Switching setup to test Mechanicus patched kernel (above) next, with the following setup:
linux-test 6.13.arch1-1 uname -rs: Linux 6.13.0-arch1-1-test
mesa 1:24.3.4-1
All other relevant pkgs official Arch repos
No kernel parameters
Hardware:
CPU: Ryzen 5 PRO 2400GE w/ Radeon Vega 11 Graphics Zen level: v3
Mesa chipset detection*: raven
$ glxinfo | grep radeonsi
Device: AMD Radeon Vega 11 Graphics (radeonsi, raven, ACO, DRM 3.59, 6.12.10-arch1-1) (0x15dd)
OpenGL renderer string: AMD Radeon Vega 11 Graphics (radeonsi, raven], ACO, DRM 3.59, 6.12.10-arch1-1)

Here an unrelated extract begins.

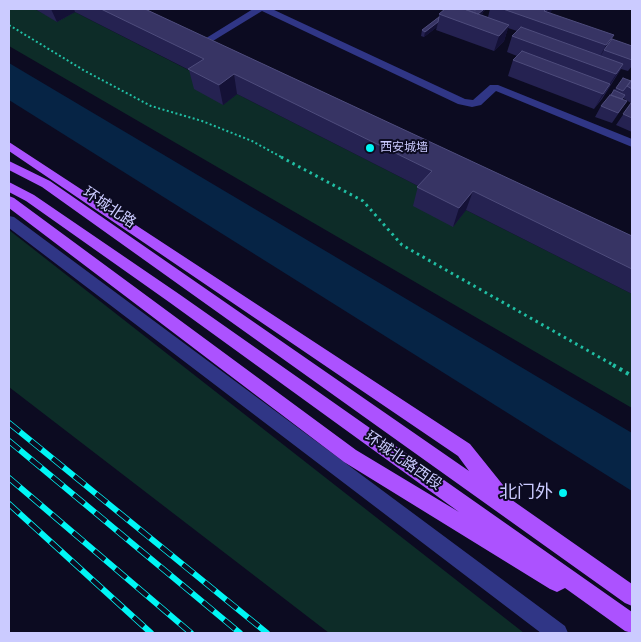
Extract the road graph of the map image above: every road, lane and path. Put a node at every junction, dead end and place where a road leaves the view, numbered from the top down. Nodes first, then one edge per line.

* For details see: https://bbs.archlinux.org/viewtopic.php … 6#p2223446
EDIT:
I believe I've downloaded two different linux testing kernels that have the same "<name/version>pkg.tar.zst", at different times...
Could I get verification I'm testing the correct latest patched kernel please?
$ sudo md5sum /boot/vmlinuz-linux-test /boot/initramfs-linux-test.img edit: Would this be/require reproducible?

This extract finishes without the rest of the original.